The world knew that Tehran produced low-enriched uranium for four nuclear warheads in the fortified bunker in Fordo. It  knew also that the centrifuges are enriching uranium to a fissile concentration of 20 percent. But according to Debka, uranium levels have crept past 20 percent in expanded quantities.

“The six powers are understandably reluctant to admit that in the time bought by negotiations, Iran was able to refine uranium up to 30 percent grade or even a higher and go into advanced preparations for 65 percent grade enrichment. Now the Iranians are well on the way to an 80-90 percent weapons grade”. This percent is the weaponization of the nuclear cycle.

That is why Israel could launch a preemptive operation against Iran before the US presidential election in November.

One could put it another way, as the former Israeli Mossad director, Ephraim Halevi did, saying to the New York Times, “if I were an Iranian I would be very worried in the next 12 months”.

“The period before the US elections is the best for an Israeli strike on Iran’s nuclear facilities”, asserts one of Israel’s leading analysts, Efraim Inbar, head of the Begin-Sadat Center for Strategic Studies and one of the informal advisors to Prime Minister Benjamin Netanyahu, in an interview for Arutz Sheva.

“The diplomatic talks failed, the sanctions are not working, only a military operation can stop Iran’s atomic program. We already stopped Iraq and Syria’s nuclear programs. We will take into consideration only our security and Jewish survival, because a nuclearized Iran would be an immense threat for the Jewish State”.

Inbar attacks the “bizzarre red line” of Obama’s administration on Iran, which is an order by Iranian leadership to build a bomb. “If you wait so long, the Iranian program will become immune to an attack”, he says.

He also criticizes Europe, which used the talks to stop the Israeli strike on Iran’s atomic program. “It’s even worse than Munich’s 1938, then Europe was willing to use force, while today nobody wants to fight anymore”.

In Israel, Inbar explains, “nobody believes in the sanctions, while there are those, like the former Mossad’s head Meir Dagan, who believe that covert operations would have been better to abort the Iranian program. The Americans are now trying to be our babysitter, but the last decision will be taken in Jerusalem by Ehud Barak and Benjamin Netanyahu.”

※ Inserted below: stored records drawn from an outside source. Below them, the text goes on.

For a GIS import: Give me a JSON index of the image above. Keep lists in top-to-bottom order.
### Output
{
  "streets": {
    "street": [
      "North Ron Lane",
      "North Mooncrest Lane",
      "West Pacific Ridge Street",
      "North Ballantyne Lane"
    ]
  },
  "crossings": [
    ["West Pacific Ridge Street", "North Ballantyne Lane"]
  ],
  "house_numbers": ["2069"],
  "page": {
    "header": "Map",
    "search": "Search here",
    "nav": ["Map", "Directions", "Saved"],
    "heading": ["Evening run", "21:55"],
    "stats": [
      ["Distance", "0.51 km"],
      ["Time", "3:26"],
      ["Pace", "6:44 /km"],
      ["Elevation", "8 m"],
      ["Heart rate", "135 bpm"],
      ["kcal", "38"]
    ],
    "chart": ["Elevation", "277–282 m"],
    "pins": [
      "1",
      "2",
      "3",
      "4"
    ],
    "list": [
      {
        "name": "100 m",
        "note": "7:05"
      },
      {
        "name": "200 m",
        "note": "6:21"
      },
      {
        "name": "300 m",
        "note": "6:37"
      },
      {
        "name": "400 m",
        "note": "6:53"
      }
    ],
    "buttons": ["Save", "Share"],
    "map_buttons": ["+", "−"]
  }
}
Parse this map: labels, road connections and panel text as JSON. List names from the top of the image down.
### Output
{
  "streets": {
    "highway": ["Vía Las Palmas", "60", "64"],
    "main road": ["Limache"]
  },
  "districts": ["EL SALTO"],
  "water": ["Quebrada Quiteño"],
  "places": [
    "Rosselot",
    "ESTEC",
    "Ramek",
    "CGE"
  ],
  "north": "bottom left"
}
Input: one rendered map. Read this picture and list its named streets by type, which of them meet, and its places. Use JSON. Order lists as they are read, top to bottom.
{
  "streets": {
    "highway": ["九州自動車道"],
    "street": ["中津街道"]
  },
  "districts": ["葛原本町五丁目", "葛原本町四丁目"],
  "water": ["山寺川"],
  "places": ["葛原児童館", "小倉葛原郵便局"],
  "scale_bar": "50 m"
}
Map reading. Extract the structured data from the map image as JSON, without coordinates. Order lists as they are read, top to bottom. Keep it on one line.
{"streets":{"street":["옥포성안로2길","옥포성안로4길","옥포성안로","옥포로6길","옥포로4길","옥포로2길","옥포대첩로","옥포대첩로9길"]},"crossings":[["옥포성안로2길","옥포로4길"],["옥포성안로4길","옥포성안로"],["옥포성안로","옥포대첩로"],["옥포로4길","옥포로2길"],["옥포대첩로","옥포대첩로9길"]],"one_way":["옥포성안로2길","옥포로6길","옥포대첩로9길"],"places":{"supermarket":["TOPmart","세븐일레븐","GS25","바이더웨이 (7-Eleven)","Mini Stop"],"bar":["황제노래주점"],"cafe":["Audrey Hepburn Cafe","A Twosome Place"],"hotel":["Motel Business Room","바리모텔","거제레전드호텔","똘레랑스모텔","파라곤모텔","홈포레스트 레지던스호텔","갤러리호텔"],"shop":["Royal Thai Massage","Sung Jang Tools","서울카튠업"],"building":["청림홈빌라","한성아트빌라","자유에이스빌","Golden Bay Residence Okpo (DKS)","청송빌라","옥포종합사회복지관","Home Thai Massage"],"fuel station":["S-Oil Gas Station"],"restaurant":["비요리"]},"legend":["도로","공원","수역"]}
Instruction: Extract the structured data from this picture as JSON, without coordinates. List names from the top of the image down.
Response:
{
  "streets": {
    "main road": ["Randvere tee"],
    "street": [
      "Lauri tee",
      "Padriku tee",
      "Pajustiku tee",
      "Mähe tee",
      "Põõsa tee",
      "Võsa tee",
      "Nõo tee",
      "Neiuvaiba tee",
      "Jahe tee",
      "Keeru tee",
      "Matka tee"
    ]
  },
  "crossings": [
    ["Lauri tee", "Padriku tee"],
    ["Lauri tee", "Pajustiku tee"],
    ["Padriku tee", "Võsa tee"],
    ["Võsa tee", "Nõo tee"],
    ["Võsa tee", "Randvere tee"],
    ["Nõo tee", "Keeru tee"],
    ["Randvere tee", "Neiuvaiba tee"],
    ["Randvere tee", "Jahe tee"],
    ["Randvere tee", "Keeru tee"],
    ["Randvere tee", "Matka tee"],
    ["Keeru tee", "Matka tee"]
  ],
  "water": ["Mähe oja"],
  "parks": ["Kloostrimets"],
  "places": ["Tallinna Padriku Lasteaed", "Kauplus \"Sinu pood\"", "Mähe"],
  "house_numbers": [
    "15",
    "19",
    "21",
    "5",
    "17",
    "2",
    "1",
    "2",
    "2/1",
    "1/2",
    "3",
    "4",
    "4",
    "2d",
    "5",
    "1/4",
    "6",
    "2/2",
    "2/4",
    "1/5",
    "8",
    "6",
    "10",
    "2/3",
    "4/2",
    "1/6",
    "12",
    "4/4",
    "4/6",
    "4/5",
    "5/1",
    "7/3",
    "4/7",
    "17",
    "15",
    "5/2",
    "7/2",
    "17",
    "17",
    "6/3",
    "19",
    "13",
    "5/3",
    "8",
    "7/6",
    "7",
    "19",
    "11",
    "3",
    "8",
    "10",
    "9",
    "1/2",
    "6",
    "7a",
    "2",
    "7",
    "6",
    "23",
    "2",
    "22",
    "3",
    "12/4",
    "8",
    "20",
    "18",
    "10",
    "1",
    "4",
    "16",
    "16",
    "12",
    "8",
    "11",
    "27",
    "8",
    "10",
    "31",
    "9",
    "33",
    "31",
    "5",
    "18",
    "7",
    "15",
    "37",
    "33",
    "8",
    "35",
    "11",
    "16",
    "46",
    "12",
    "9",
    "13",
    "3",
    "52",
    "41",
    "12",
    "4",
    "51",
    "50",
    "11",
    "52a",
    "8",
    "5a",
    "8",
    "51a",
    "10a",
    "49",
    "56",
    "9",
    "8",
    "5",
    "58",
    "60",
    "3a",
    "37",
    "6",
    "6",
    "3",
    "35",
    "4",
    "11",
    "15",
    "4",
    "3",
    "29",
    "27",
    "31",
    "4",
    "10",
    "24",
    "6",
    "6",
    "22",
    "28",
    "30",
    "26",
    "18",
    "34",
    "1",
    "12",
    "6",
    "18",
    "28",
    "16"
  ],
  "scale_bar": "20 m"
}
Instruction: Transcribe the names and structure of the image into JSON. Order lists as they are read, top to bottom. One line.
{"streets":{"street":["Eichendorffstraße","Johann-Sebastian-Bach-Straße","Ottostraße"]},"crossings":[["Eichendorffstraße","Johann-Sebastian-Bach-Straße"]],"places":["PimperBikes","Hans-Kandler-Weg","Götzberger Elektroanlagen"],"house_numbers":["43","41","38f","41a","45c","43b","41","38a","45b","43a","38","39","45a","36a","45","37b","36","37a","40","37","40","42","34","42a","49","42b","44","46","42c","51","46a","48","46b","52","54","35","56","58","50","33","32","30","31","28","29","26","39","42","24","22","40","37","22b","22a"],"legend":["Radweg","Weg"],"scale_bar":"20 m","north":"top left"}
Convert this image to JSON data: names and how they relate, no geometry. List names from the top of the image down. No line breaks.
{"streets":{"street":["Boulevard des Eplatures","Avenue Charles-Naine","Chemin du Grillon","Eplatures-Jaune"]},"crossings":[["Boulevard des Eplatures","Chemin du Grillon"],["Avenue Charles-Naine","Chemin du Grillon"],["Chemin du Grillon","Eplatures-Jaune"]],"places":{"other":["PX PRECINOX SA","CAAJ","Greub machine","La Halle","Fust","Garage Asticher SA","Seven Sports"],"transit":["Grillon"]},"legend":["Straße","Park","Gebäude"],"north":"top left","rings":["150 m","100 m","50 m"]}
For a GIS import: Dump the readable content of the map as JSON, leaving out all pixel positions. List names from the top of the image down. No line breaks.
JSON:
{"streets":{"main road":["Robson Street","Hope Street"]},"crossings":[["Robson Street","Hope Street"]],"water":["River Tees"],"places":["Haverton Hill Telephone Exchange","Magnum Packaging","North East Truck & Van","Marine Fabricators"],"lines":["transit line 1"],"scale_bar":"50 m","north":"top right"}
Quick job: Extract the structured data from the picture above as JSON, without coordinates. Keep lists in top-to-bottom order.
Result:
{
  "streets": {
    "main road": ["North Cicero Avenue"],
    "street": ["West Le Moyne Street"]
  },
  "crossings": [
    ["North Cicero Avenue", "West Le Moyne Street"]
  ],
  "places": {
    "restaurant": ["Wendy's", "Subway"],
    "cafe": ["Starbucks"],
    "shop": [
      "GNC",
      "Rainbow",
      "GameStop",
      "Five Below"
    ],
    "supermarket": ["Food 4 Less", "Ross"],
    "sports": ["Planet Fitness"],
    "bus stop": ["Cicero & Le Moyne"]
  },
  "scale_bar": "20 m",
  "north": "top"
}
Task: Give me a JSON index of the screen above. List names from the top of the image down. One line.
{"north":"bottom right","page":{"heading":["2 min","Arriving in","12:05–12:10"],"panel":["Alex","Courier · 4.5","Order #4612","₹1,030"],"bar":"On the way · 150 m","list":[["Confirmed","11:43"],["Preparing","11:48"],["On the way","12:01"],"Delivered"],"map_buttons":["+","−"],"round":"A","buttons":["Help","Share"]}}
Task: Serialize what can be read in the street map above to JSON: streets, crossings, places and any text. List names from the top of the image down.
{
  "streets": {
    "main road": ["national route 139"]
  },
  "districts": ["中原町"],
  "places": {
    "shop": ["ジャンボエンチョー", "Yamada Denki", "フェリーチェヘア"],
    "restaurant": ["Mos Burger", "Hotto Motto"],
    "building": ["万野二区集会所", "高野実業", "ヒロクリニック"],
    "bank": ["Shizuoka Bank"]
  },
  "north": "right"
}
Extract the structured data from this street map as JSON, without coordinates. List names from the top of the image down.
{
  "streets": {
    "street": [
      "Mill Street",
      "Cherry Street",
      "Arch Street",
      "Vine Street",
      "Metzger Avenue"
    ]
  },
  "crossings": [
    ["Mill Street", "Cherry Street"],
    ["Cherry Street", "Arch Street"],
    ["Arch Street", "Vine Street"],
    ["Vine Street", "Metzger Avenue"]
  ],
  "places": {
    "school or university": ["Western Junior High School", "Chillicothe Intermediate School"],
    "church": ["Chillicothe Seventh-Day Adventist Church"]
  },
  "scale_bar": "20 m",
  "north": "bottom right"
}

“The two Israeli leaders have now to determine whether Israel can trust the recent US’ promise to thwart Iran’s atomic ambitions in case the sanctions prove to be insufficient – or launch a unilateral Israeli attack on the Islamic Republic.

“In the first case, everything would be postponed to the next spring. Otherwise, the sirens will wake up the Israelis one day within the next three months, food cans will quickly disappear from the supermarkets, doors and windows will be sealed and the Home Front Command will instruct Israelis to enter into shelters. The rest will be history.”